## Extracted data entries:
* * * * * * *
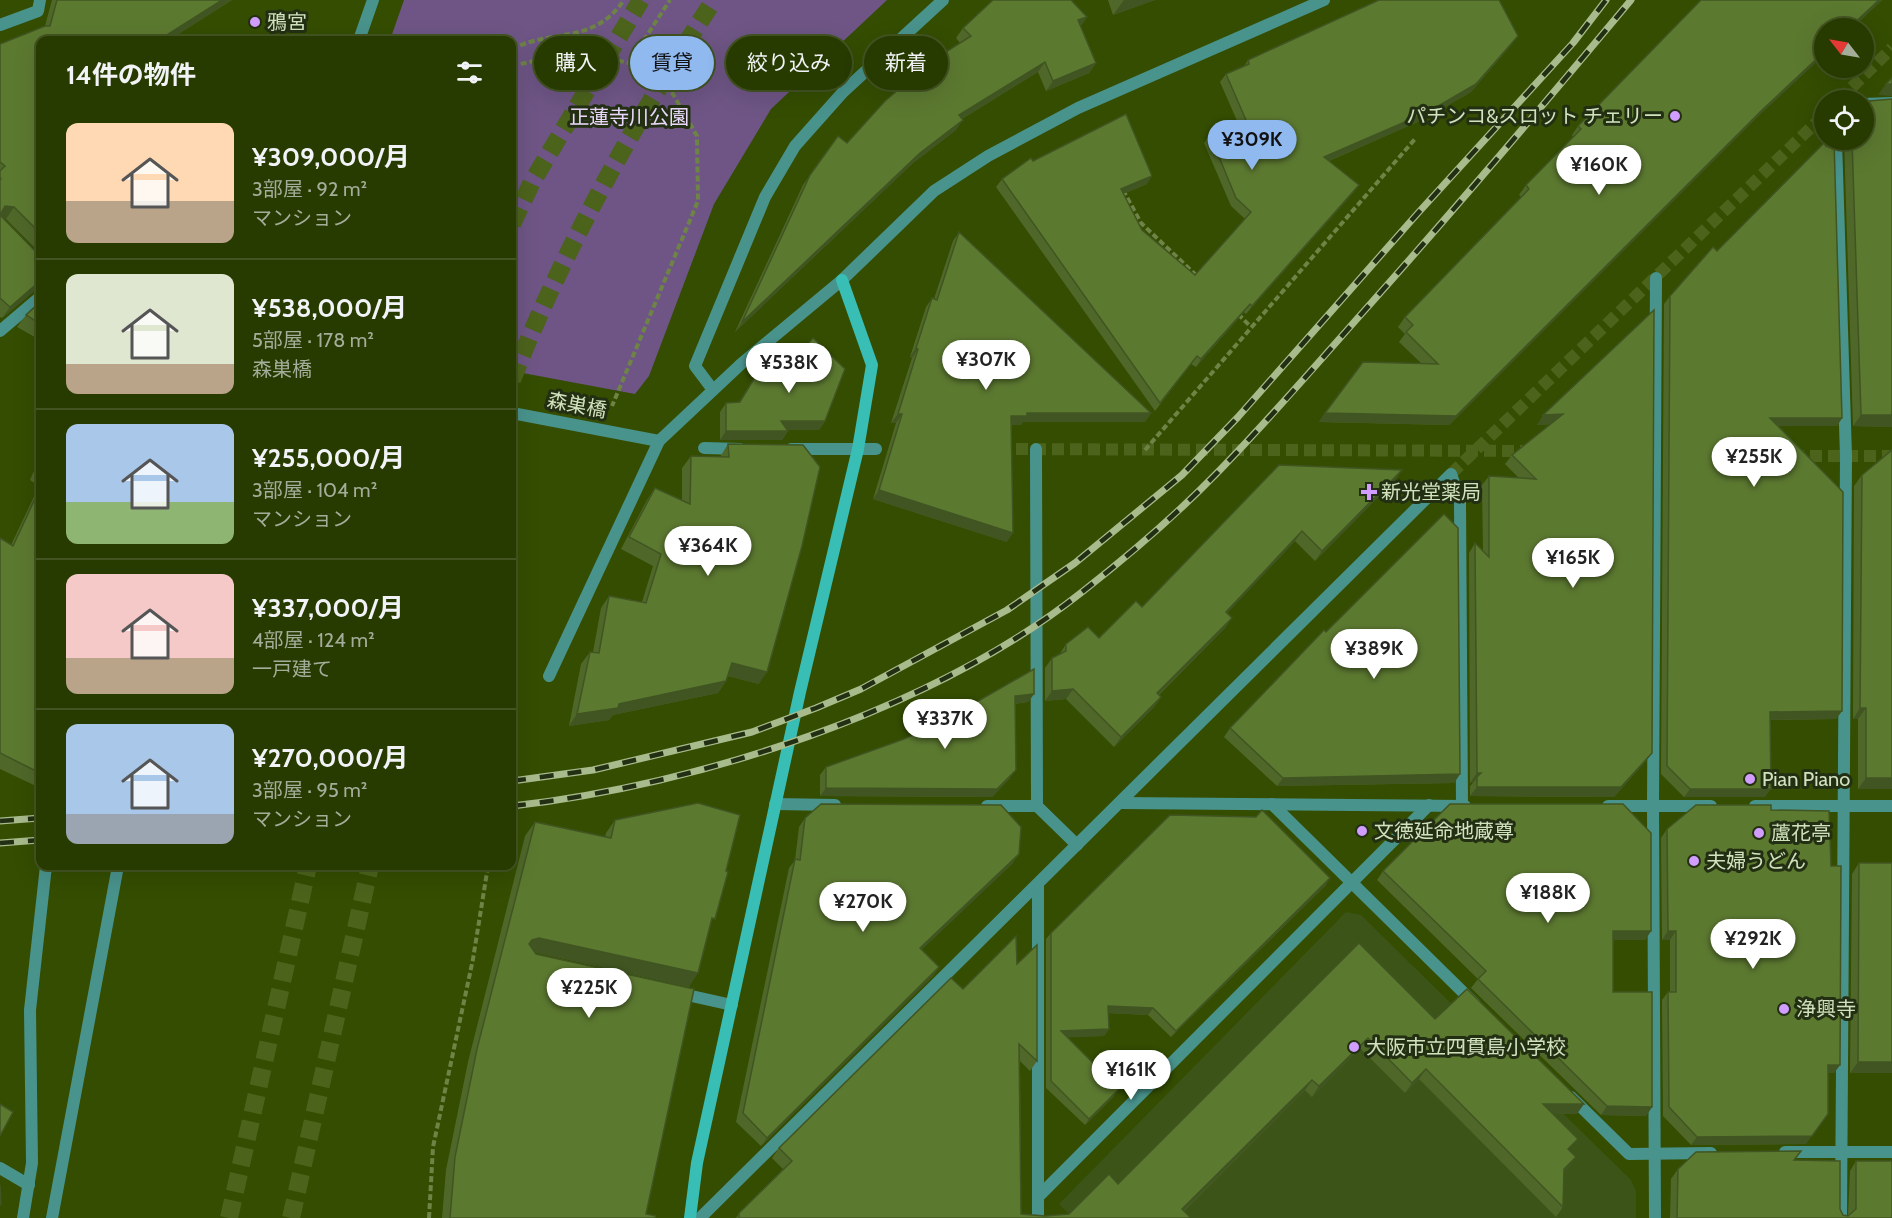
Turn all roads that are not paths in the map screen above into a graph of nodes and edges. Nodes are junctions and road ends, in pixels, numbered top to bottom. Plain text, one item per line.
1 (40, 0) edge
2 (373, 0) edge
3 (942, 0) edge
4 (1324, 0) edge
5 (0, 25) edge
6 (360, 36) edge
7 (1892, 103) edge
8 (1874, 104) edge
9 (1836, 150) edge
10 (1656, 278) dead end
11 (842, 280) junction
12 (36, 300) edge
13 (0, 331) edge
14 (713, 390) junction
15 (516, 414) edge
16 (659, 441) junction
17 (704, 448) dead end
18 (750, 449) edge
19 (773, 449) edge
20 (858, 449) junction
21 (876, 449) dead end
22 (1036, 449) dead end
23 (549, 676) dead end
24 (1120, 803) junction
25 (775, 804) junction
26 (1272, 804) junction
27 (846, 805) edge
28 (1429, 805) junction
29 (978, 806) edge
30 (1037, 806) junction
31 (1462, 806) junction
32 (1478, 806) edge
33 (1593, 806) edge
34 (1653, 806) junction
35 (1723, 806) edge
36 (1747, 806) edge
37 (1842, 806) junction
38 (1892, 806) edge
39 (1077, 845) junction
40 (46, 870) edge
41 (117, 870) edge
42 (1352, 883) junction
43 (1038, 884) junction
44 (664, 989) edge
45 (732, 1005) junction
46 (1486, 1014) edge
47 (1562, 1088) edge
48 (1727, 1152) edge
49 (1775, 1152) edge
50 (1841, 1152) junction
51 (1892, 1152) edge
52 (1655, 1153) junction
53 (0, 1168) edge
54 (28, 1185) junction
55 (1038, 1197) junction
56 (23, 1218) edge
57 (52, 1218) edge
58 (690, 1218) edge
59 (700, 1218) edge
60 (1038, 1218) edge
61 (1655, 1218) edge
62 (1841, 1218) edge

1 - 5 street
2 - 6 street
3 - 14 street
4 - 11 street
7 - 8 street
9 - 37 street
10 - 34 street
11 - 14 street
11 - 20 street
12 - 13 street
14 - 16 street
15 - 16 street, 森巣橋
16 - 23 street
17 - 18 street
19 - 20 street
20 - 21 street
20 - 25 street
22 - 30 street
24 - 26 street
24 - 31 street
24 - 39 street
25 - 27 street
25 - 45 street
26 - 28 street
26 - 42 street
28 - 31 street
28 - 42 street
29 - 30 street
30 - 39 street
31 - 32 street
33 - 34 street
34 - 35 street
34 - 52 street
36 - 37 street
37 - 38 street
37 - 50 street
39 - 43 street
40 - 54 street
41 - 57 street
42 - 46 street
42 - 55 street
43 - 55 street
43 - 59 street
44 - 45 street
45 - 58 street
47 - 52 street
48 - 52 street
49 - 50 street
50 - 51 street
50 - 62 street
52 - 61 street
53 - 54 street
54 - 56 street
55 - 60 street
* * * * * * *
## Problem:
Search the entries for "dead" and copy each matching line.

## Answer to the problem:
10 (1656, 278) dead end
17 (704, 448) dead end
21 (876, 449) dead end
22 (1036, 449) dead end
23 (549, 676) dead end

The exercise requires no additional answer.